Data supplied:
----------
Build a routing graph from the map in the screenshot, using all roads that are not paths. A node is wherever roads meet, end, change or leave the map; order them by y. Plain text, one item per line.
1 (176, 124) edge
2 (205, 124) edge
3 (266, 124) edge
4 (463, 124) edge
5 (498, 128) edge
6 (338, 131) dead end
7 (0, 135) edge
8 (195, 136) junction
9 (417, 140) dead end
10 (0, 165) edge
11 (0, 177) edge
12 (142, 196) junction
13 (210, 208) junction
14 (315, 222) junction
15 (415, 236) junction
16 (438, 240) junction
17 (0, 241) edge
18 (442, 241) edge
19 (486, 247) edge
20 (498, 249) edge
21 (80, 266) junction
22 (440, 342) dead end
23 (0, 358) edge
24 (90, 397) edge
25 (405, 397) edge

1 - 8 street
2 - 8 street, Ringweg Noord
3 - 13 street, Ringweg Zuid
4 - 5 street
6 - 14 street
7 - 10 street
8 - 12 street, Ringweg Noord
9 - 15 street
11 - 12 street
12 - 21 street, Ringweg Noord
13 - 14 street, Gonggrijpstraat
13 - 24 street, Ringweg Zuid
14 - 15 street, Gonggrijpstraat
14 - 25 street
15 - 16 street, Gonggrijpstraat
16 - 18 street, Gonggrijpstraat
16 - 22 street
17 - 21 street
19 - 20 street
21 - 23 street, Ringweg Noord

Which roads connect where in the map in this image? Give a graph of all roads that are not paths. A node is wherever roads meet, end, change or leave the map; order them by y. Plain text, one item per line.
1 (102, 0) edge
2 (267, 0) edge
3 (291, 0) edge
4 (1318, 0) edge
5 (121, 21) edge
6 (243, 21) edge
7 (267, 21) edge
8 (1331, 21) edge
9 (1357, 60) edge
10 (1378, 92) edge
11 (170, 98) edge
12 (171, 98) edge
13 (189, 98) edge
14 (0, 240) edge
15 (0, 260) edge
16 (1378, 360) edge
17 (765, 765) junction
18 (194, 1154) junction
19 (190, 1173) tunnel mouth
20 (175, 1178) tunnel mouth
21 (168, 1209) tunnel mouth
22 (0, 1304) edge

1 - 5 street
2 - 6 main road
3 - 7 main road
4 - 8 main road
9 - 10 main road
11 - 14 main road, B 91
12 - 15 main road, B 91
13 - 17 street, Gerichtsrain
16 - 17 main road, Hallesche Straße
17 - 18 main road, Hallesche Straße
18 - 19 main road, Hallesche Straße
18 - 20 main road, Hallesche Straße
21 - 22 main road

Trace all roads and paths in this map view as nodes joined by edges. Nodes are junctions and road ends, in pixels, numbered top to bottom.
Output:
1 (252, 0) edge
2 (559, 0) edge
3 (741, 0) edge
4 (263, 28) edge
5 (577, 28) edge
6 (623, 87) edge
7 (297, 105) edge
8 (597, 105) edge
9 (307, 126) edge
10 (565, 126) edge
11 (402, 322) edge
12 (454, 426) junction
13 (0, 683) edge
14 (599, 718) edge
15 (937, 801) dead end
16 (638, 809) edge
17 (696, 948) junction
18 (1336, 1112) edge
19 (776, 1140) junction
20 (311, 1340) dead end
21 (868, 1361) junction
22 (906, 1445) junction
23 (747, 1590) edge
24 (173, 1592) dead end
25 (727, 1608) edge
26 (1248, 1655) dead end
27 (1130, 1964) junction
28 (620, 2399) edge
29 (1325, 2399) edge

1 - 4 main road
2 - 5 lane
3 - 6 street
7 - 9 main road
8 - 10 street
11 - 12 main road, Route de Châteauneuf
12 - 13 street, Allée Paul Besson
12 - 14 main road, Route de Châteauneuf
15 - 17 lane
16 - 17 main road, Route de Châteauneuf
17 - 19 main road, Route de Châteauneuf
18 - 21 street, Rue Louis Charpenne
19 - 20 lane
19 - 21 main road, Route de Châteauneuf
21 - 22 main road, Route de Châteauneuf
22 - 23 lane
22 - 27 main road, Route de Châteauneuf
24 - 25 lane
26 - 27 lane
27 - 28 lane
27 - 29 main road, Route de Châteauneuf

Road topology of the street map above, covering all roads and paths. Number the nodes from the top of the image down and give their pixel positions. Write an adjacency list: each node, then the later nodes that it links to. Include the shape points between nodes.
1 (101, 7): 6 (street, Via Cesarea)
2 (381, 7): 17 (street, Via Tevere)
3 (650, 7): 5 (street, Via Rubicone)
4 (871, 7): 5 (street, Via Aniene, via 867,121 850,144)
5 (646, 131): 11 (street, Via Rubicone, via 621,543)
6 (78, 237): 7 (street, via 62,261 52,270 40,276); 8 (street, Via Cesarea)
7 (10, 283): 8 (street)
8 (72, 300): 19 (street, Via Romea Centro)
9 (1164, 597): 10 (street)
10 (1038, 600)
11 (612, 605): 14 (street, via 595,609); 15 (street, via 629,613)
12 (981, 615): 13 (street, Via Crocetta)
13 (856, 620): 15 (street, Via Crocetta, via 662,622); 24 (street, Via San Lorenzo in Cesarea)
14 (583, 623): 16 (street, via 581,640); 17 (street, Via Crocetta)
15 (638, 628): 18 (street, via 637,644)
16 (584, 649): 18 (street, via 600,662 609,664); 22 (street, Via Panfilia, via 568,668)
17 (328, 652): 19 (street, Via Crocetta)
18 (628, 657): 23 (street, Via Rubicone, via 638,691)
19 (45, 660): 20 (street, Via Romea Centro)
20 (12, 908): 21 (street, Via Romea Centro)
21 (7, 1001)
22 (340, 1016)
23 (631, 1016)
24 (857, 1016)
----------
So that nothing is lost, retype every entry in the listing above exactly.

Build a routing graph from the map in the screenshot, using all roads that are not paths. A node is wherever roads meet, end, change or leave the map; order them by y. Plain text, one item per line.
1 (176, 124) edge
2 (205, 124) edge
3 (266, 124) edge
4 (463, 124) edge
5 (498, 128) edge
6 (338, 131) dead end
7 (0, 135) edge
8 (195, 136) junction
9 (417, 140) dead end
10 (0, 165) edge
11 (0, 177) edge
12 (142, 196) junction
13 (210, 208) junction
14 (315, 222) junction
15 (415, 236) junction
16 (438, 240) junction
17 (0, 241) edge
18 (442, 241) edge
19 (486, 247) edge
20 (498, 249) edge
21 (80, 266) junction
22 (440, 342) dead end
23 (0, 358) edge
24 (90, 397) edge
25 (405, 397) edge

1 - 8 street
2 - 8 street, Ringweg Noord
3 - 13 street, Ringweg Zuid
4 - 5 street
6 - 14 street
7 - 10 street
8 - 12 street, Ringweg Noord
9 - 15 street
11 - 12 street
12 - 21 street, Ringweg Noord
13 - 14 street, Gonggrijpstraat
13 - 24 street, Ringweg Zuid
14 - 15 street, Gonggrijpstraat
14 - 25 street
15 - 16 street, Gonggrijpstraat
16 - 18 street, Gonggrijpstraat
16 - 22 street
17 - 21 street
19 - 20 street
21 - 23 street, Ringweg Noord

Which roads connect where in the map in this image? Give a graph of all roads that are not paths. A node is wherever roads meet, end, change or leave the map; order them by y. Plain text, one item per line.
1 (102, 0) edge
2 (267, 0) edge
3 (291, 0) edge
4 (1318, 0) edge
5 (121, 21) edge
6 (243, 21) edge
7 (267, 21) edge
8 (1331, 21) edge
9 (1357, 60) edge
10 (1378, 92) edge
11 (170, 98) edge
12 (171, 98) edge
13 (189, 98) edge
14 (0, 240) edge
15 (0, 260) edge
16 (1378, 360) edge
17 (765, 765) junction
18 (194, 1154) junction
19 (190, 1173) tunnel mouth
20 (175, 1178) tunnel mouth
21 (168, 1209) tunnel mouth
22 (0, 1304) edge

1 - 5 street
2 - 6 main road
3 - 7 main road
4 - 8 main road
9 - 10 main road
11 - 14 main road, B 91
12 - 15 main road, B 91
13 - 17 street, Gerichtsrain
16 - 17 main road, Hallesche Straße
17 - 18 main road, Hallesche Straße
18 - 19 main road, Hallesche Straße
18 - 20 main road, Hallesche Straße
21 - 22 main road

Trace all roads and paths in this map view as nodes joined by edges. Nodes are junctions and road ends, in pixels, numbered top to bottom.
Output:
1 (252, 0) edge
2 (559, 0) edge
3 (741, 0) edge
4 (263, 28) edge
5 (577, 28) edge
6 (623, 87) edge
7 (297, 105) edge
8 (597, 105) edge
9 (307, 126) edge
10 (565, 126) edge
11 (402, 322) edge
12 (454, 426) junction
13 (0, 683) edge
14 (599, 718) edge
15 (937, 801) dead end
16 (638, 809) edge
17 (696, 948) junction
18 (1336, 1112) edge
19 (776, 1140) junction
20 (311, 1340) dead end
21 (868, 1361) junction
22 (906, 1445) junction
23 (747, 1590) edge
24 (173, 1592) dead end
25 (727, 1608) edge
26 (1248, 1655) dead end
27 (1130, 1964) junction
28 (620, 2399) edge
29 (1325, 2399) edge

1 - 4 main road
2 - 5 lane
3 - 6 street
7 - 9 main road
8 - 10 street
11 - 12 main road, Route de Châteauneuf
12 - 13 street, Allée Paul Besson
12 - 14 main road, Route de Châteauneuf
15 - 17 lane
16 - 17 main road, Route de Châteauneuf
17 - 19 main road, Route de Châteauneuf
18 - 21 street, Rue Louis Charpenne
19 - 20 lane
19 - 21 main road, Route de Châteauneuf
21 - 22 main road, Route de Châteauneuf
22 - 23 lane
22 - 27 main road, Route de Châteauneuf
24 - 25 lane
26 - 27 lane
27 - 28 lane
27 - 29 main road, Route de Châteauneuf

Road topology of the street map above, covering all roads and paths. Number the nodes from the top of the image down and give their pixel positions. Write an adjacency list: each node, then the later nodes that it links to. Include the shape points between nodes.
1 (101, 7): 6 (street, Via Cesarea)
2 (381, 7): 17 (street, Via Tevere)
3 (650, 7): 5 (street, Via Rubicone)
4 (871, 7): 5 (street, Via Aniene, via 867,121 850,144)
5 (646, 131): 11 (street, Via Rubicone, via 621,543)
6 (78, 237): 7 (street, via 62,261 52,270 40,276); 8 (street, Via Cesarea)
7 (10, 283): 8 (street)
8 (72, 300): 19 (street, Via Romea Centro)
9 (1164, 597): 10 (street)
10 (1038, 600)
11 (612, 605): 14 (street, via 595,609); 15 (street, via 629,613)
12 (981, 615): 13 (street, Via Crocetta)
13 (856, 620): 15 (street, Via Crocetta, via 662,622); 24 (street, Via San Lorenzo in Cesarea)
14 (583, 623): 16 (street, via 581,640); 17 (street, Via Crocetta)
15 (638, 628): 18 (street, via 637,644)
16 (584, 649): 18 (street, via 600,662 609,664); 22 (street, Via Panfilia, via 568,668)
17 (328, 652): 19 (street, Via Crocetta)
18 (628, 657): 23 (street, Via Rubicone, via 638,691)
19 (45, 660): 20 (street, Via Romea Centro)
20 (12, 908): 21 (street, Via Romea Centro)
21 (7, 1001)
22 (340, 1016)
23 (631, 1016)
24 (857, 1016)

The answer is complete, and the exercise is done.